▸ EXTRACTED MATERIAL:
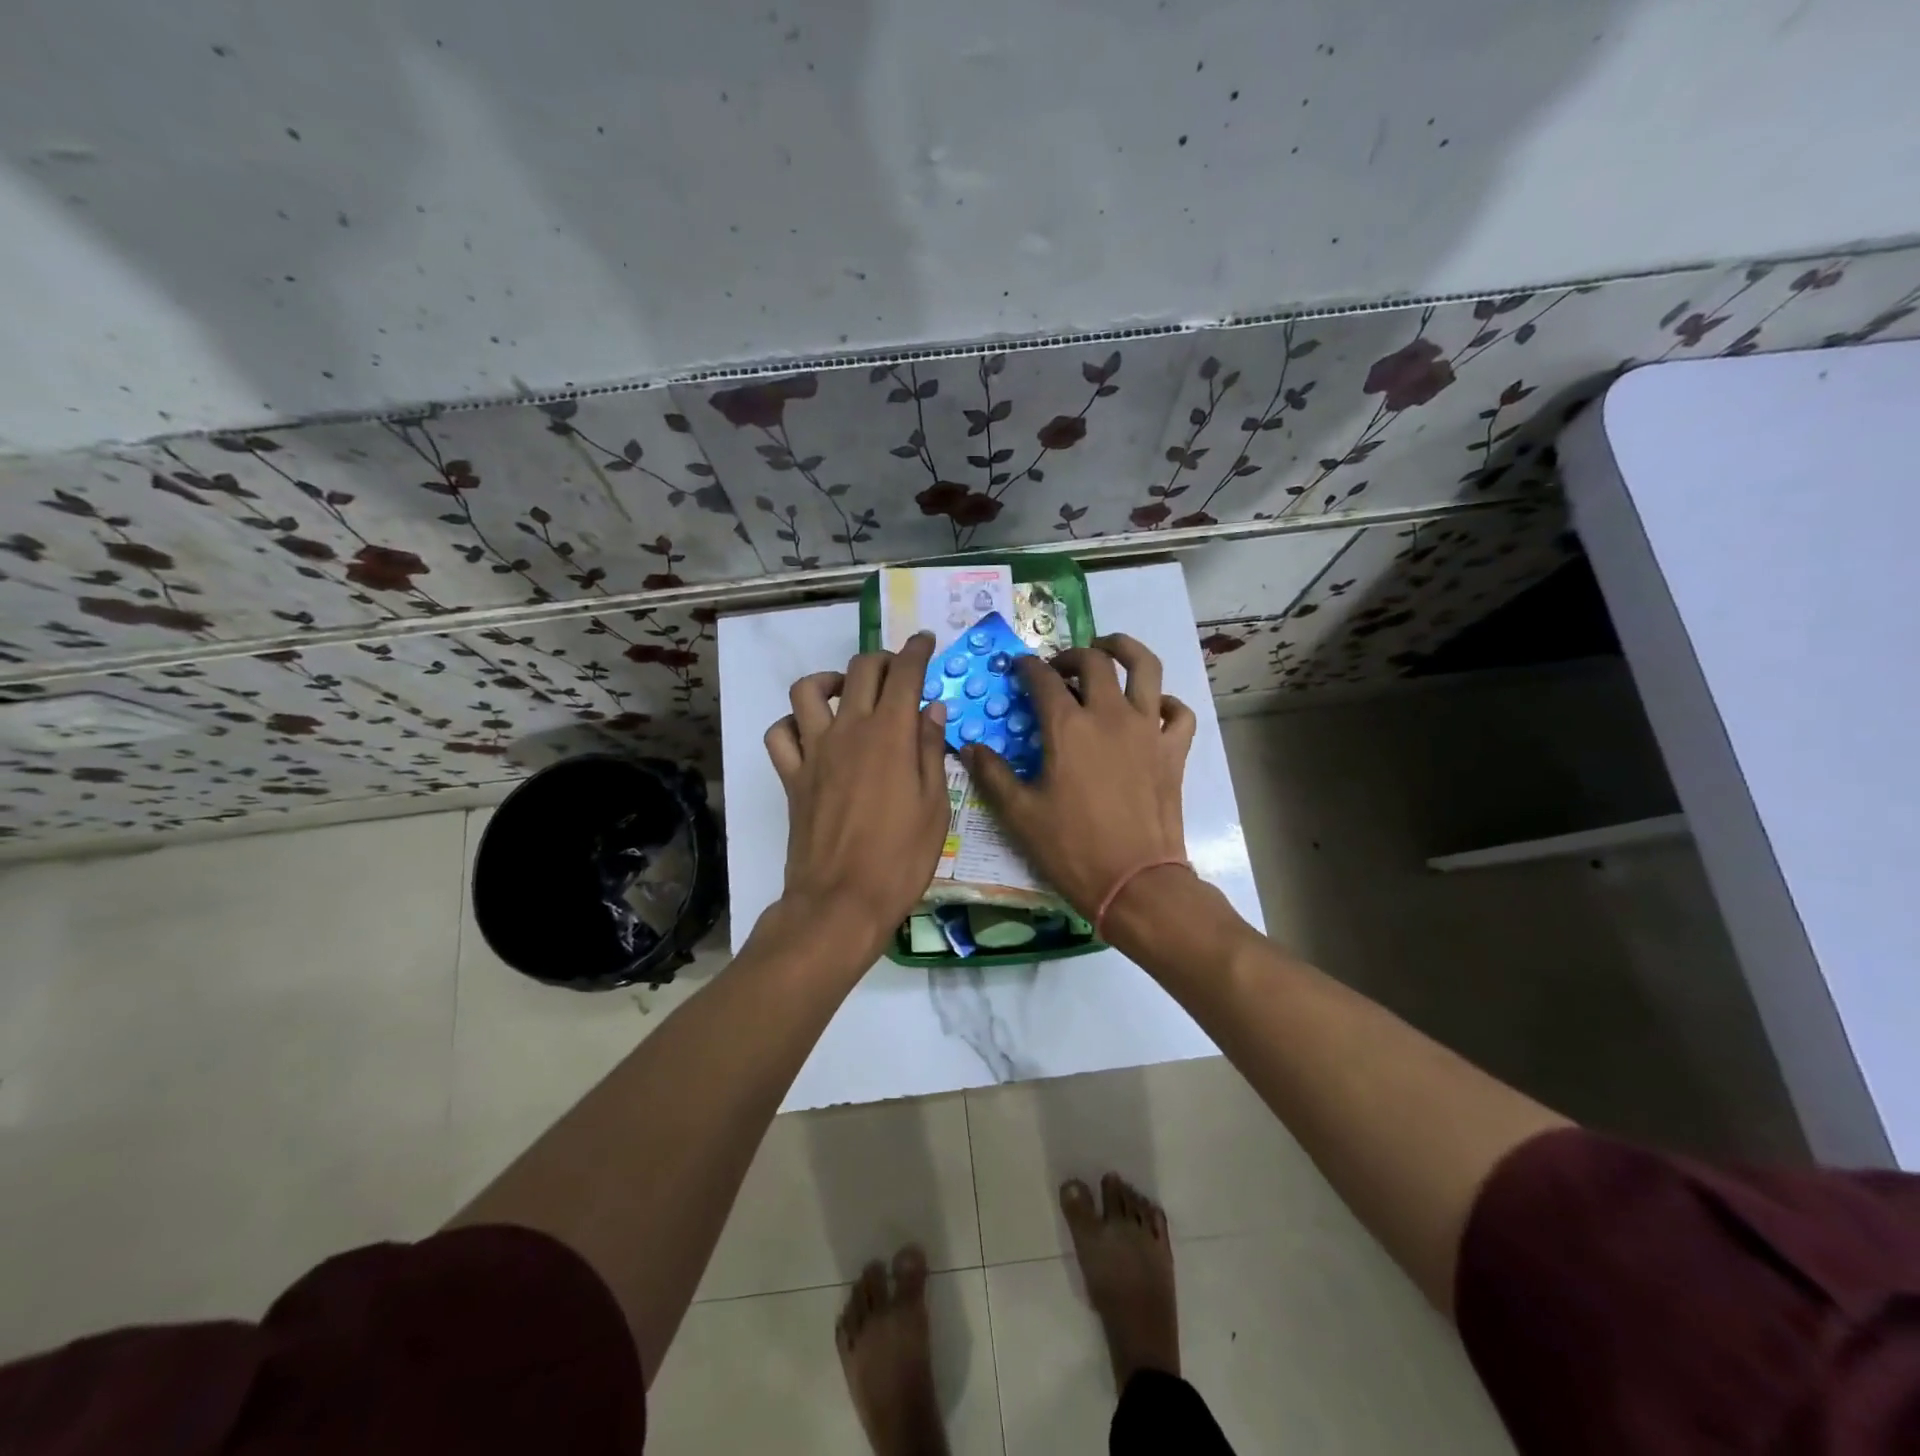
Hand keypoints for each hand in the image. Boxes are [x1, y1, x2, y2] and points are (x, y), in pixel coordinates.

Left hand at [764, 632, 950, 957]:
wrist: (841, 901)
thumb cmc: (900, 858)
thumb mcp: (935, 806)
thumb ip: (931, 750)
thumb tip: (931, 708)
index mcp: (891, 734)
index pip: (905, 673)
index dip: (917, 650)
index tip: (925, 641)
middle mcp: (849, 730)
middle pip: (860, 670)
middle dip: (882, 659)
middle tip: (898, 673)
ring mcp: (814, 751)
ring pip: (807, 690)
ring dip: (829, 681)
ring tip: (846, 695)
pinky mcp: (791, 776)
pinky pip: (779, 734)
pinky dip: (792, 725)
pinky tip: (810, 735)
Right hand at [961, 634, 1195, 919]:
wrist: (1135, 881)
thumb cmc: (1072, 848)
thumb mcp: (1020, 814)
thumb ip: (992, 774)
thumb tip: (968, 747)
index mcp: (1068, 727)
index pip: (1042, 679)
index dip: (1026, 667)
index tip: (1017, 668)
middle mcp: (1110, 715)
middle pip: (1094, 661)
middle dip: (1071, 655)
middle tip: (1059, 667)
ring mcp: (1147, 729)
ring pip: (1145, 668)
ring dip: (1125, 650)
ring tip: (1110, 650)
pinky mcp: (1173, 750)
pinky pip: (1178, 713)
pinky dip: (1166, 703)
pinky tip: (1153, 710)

▸ WHAT IS EXPECTED:
Without the pictures, transcribe the listing exactly as it stands.

▸ RESULT OF THE TASK:
Hand keypoints for each hand in the image. Boxes are [x1, y1, x2, y2] and points are (x, y), in pixel coordinates.

Left hand at [764, 632, 950, 957]:
wrist: (841, 901)
thumb cmc: (900, 858)
thumb mcp: (935, 806)
thumb ip: (931, 750)
thumb tip: (931, 708)
index mcp: (891, 734)
index pip: (905, 673)
index dip: (917, 650)
index tip: (925, 641)
middle mcp: (849, 730)
middle pip: (860, 670)
middle dip: (882, 659)
middle tip: (898, 673)
ring mcp: (814, 751)
ring pip: (807, 690)
ring dip: (829, 681)
ring tip: (846, 695)
pinky mcp: (791, 776)
pinky pip: (779, 734)
pinky dip: (792, 725)
pinky tip: (810, 735)
Right hand at [961, 634, 1195, 919]:
wrist: (1135, 881)
thumb cmc: (1072, 848)
thumb mcp: (1020, 814)
thumb ip: (992, 774)
thumb tip: (968, 747)
index mcp: (1068, 727)
index pip: (1042, 679)
index dip: (1026, 667)
index tip: (1017, 668)
middle mcp: (1110, 715)
middle pip: (1094, 661)
middle dip: (1071, 655)
middle tip: (1059, 667)
ring mcp: (1147, 729)
ring pip: (1145, 668)
ring dip: (1125, 650)
ring tip: (1110, 650)
pinky mcp: (1173, 750)
pinky pip: (1178, 713)
pinky dip: (1166, 703)
pinky tip: (1153, 710)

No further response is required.